Hello, Stranger: How To Use Cold Introductions To Advance Your Job Search

cold calling introductionsBy Kaitlin Madden

If you've ever gotten an unsolicited phone call from a telemarketer, you know what it's like to feel that your time is being wasted by someone who wants something from you. It's annoying to have people think you've got nothing better to do than listen to them talk about why you need a new furnace or why you should support a local political candidate. If you need a new furnace or have the inkling to back a certain politico, you'll figure it out on your own. Click.

The above example represents the main reason that the cold sell, whether by phone call or email, is a tricky art to master. You're basically asking a total stranger to give you - at the very least - his or her time. People are busy and don't part with their time very easily.

However, there's a reason that cold calls and emails are still a big part of the way that companies generate sales leads. If done correctly, they work. This same theory applies to your job search, too – if approached correctly, cold introductions can be a great way to generate leads and develop networking relationships that can eventually help you land a job.

So what's the right way to make a successful cold introduction? Here, four tricks to getting through to people you don't know.

It's not about you.

"The number one rule [for cold calling] a company: it's about them, not you," says Judi Perkins, owner of career coaching firm Find the Perfect Job and former recruiter with 22 years of experience. "If you start and end your call or message by talking about how fabulous you are, you'll get nowhere. Instead, tie yourself to [the company's mission] by showing how you can benefit them or how you have similar values or philosophies."

Do this by raising a problem or need the company has or a challenge they are facing in their market, and explain how you can help solve that problem.

If you can't quickly articulate why the company or person you are addressing should be interested in what you have to say and how you can advance their cause, you'll lose their attention.

Make it personal.

Don't just call a company and ask to speak to the human resources department. Find the name of the person you are specifically looking to speak with first.

"There is absolutely no reason for you to start a 'smile and dial' campaign without first conducting some research and identifying your contact's name," advise Laura Labovich and Miriam Salpeter, co-authors of the upcoming book "100 Conversations for Career Success: Learn to Tweet, Cold-Call and Network Your Way to a Dream Job." "Finding data about the person via LinkedIn, Twitter or Google+ and uncovering key details will make your conversation more productive."

Become allies with the phone gatekeepers.

"Executive assistants, receptionists and office managers like to play defense for the team they support, protecting them from unnecessary interruptions," Labovich and Salpeter counsel. "An authentic request such as: 'I wonder if you would be willing to help me?' will go a long way toward getting a gatekeeper on your side. Don't forget: get the gatekeeper's name - and be sure to thank him or her."

Warm up a cold intro.

Before making a call or sending an email, try building connections with people of interest through social media.

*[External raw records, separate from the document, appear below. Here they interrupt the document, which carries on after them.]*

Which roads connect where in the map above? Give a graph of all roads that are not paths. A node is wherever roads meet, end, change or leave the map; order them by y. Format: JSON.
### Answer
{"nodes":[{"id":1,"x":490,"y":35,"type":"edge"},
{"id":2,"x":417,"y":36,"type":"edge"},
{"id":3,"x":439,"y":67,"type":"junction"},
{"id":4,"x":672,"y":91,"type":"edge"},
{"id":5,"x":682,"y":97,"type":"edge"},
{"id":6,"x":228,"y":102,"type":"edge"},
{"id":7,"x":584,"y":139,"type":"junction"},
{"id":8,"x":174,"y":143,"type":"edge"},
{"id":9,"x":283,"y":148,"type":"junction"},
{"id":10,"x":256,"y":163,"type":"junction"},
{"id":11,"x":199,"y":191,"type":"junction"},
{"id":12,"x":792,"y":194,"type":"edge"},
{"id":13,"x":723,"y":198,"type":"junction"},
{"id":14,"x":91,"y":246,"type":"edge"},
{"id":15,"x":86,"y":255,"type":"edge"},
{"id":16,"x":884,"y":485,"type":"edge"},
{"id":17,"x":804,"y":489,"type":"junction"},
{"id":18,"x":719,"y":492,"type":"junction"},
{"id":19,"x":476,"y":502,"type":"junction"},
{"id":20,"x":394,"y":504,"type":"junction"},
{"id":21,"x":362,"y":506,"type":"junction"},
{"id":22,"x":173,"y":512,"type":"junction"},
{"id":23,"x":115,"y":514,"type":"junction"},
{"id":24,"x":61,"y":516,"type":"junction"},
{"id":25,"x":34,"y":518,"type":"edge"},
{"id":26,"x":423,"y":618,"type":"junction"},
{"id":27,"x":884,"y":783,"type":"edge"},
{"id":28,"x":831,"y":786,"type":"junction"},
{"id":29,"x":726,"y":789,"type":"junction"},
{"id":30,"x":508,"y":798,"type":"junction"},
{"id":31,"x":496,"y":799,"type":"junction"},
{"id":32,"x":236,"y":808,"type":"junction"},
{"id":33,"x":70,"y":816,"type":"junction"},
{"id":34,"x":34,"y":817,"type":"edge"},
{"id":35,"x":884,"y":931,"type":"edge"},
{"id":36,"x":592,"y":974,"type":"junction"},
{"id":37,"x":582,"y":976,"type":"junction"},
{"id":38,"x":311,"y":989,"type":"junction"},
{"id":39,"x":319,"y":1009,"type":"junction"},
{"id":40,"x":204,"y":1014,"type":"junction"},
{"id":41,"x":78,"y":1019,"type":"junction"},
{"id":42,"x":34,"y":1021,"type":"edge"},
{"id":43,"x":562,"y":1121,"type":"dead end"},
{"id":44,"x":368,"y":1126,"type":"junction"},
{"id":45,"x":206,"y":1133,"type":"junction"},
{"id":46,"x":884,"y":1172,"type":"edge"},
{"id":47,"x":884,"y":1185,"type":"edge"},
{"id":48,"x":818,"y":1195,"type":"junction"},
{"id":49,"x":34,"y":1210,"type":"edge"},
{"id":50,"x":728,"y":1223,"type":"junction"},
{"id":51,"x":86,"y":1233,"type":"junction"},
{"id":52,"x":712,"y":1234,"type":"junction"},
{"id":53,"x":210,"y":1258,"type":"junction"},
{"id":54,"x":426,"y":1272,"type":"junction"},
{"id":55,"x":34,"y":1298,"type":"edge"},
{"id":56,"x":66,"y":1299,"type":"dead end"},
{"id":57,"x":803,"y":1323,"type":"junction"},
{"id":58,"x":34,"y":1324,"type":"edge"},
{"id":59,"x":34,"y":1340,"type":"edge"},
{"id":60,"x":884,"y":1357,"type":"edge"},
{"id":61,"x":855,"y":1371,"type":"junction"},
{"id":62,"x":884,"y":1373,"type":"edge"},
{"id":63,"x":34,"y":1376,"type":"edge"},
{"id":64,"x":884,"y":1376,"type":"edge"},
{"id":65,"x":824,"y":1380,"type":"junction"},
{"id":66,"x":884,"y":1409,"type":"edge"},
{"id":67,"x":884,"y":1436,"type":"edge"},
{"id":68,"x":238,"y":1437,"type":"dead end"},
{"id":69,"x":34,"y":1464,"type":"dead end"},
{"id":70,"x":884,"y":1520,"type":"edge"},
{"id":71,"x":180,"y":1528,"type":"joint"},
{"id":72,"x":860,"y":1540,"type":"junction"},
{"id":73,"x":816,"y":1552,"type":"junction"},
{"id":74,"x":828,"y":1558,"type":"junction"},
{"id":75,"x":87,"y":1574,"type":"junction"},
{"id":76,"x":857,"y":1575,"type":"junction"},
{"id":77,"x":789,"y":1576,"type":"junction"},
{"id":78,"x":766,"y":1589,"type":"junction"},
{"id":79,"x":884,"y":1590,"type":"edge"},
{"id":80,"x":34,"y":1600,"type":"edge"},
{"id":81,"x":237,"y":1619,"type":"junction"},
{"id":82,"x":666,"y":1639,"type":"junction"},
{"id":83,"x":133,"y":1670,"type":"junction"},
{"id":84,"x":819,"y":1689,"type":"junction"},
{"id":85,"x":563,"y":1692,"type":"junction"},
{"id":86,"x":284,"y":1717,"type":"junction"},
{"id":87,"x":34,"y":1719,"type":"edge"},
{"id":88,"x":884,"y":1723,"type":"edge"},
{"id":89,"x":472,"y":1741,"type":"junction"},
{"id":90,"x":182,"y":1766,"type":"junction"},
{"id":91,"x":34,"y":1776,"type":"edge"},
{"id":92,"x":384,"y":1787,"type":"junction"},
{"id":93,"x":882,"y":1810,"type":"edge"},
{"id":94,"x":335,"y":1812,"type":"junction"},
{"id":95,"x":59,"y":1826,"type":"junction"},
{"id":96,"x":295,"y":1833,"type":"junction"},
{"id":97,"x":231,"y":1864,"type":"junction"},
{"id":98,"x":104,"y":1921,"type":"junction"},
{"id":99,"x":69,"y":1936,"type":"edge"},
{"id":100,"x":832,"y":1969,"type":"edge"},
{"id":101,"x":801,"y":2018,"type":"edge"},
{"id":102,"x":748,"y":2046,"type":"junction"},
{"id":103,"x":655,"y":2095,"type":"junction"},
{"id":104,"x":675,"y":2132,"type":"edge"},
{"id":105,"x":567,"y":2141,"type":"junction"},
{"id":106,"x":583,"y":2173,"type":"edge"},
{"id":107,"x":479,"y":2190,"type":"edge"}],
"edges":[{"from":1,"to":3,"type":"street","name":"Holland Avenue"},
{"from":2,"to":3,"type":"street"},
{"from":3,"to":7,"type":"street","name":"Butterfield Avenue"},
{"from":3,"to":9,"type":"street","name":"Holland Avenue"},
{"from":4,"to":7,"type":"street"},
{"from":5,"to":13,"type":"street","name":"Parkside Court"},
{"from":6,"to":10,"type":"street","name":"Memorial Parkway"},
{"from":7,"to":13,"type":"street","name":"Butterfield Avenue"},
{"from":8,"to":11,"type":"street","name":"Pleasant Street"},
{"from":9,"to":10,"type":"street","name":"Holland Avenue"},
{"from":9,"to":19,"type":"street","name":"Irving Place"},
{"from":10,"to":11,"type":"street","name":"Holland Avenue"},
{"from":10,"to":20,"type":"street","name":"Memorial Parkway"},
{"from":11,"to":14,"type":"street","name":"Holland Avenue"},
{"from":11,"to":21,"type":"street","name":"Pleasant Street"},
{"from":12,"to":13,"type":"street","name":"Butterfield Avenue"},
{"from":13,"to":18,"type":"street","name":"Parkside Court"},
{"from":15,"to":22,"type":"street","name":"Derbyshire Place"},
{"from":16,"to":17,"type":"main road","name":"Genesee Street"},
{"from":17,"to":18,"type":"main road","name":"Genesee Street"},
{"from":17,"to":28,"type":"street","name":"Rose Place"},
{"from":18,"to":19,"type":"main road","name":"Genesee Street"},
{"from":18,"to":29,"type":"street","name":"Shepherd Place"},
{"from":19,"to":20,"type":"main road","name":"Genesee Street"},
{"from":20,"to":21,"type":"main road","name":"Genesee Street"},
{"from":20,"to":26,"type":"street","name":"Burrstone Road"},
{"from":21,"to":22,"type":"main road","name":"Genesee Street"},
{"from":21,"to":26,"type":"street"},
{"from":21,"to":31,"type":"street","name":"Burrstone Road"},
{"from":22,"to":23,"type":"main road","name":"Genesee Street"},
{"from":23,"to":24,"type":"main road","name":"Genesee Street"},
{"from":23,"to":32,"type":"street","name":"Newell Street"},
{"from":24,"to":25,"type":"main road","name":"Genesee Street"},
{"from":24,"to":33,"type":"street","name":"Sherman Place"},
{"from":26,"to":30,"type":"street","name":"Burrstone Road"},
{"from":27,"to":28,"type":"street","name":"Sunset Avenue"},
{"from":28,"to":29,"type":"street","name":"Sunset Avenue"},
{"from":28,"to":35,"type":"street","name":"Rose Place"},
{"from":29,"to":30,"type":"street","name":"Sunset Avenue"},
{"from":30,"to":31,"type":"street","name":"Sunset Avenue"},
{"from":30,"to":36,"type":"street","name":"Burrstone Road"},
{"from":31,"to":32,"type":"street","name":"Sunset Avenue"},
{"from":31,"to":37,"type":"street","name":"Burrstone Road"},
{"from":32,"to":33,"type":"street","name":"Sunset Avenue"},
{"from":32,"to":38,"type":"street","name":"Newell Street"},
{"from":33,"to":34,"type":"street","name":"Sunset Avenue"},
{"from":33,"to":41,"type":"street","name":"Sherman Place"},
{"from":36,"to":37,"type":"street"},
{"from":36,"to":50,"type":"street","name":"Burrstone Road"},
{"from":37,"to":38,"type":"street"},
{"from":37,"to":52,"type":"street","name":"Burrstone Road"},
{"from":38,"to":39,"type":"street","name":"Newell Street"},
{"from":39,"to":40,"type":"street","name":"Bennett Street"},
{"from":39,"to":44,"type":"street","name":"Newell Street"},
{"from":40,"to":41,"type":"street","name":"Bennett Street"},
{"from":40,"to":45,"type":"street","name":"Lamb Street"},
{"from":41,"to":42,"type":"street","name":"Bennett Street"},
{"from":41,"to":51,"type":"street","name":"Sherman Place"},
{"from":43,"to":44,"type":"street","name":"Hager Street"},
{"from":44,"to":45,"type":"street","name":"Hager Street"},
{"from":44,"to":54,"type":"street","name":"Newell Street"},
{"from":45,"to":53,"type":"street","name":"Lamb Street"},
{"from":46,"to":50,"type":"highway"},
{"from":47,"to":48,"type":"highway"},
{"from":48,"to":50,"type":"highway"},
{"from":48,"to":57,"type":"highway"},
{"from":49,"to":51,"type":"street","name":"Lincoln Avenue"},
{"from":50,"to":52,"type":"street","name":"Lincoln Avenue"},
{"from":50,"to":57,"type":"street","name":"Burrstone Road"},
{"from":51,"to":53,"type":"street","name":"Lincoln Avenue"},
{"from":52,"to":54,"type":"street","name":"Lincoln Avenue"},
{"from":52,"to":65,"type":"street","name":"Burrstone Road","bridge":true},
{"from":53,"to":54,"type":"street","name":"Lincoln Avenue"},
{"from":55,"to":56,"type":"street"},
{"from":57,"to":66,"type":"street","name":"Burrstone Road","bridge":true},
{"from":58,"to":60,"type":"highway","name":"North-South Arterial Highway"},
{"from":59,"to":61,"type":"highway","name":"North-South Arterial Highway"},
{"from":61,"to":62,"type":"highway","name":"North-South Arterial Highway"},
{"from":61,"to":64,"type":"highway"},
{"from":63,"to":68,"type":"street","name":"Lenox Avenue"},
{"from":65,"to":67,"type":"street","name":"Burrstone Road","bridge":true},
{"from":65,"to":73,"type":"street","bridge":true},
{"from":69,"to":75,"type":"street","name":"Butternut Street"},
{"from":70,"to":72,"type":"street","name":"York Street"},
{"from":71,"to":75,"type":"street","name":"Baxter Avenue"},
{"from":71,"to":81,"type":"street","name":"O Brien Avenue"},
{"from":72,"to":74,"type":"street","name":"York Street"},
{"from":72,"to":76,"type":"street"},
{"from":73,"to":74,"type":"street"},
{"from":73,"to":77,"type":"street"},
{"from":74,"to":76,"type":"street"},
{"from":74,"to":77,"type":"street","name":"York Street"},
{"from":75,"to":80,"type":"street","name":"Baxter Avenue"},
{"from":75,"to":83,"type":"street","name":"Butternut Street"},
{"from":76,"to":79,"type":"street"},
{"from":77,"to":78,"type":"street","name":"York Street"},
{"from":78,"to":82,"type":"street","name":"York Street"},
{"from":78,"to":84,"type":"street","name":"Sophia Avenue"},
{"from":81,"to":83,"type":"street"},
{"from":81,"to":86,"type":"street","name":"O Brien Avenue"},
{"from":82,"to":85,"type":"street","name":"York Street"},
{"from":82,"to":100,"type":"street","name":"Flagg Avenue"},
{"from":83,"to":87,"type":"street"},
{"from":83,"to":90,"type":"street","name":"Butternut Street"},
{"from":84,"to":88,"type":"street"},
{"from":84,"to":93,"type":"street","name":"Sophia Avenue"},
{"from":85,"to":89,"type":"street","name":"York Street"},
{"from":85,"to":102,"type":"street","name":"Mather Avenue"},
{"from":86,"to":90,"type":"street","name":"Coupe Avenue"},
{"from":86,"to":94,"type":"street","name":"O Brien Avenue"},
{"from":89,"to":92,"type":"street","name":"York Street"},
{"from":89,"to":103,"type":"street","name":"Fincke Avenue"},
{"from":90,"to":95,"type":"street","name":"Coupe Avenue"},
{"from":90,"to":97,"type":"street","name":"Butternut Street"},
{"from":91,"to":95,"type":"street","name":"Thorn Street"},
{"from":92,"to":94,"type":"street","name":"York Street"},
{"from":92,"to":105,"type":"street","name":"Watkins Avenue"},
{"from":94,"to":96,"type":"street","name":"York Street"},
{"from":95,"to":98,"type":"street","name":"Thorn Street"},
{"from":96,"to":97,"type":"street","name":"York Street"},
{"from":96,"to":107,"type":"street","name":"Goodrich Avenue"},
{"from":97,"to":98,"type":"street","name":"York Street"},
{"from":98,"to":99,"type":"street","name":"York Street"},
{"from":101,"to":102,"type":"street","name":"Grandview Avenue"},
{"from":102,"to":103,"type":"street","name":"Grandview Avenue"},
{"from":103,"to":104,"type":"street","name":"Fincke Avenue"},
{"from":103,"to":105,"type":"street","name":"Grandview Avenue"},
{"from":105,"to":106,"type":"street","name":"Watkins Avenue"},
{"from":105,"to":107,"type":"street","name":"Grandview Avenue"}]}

Paul Cameron, president and senior technology recruiter at Illinois-based DriveStaff, Inc., offers the following advice for getting on the radar of a person or company you'd like to network with.

Find them on Twitter and follow them. When they post, comment on their posts and compliment them on their references.

Follow their company pages on LinkednIn and Facebook. Once again, comment and compliment the posts.

"Doing these things shows you are interested in [the company or person], which helps them to be interested in you," Cameron says. "It gets your name in front of the employer in a positive way, so when you do call, email or meet them, they already know of you and already like you. It helps to eliminate 'cold' calls and emails."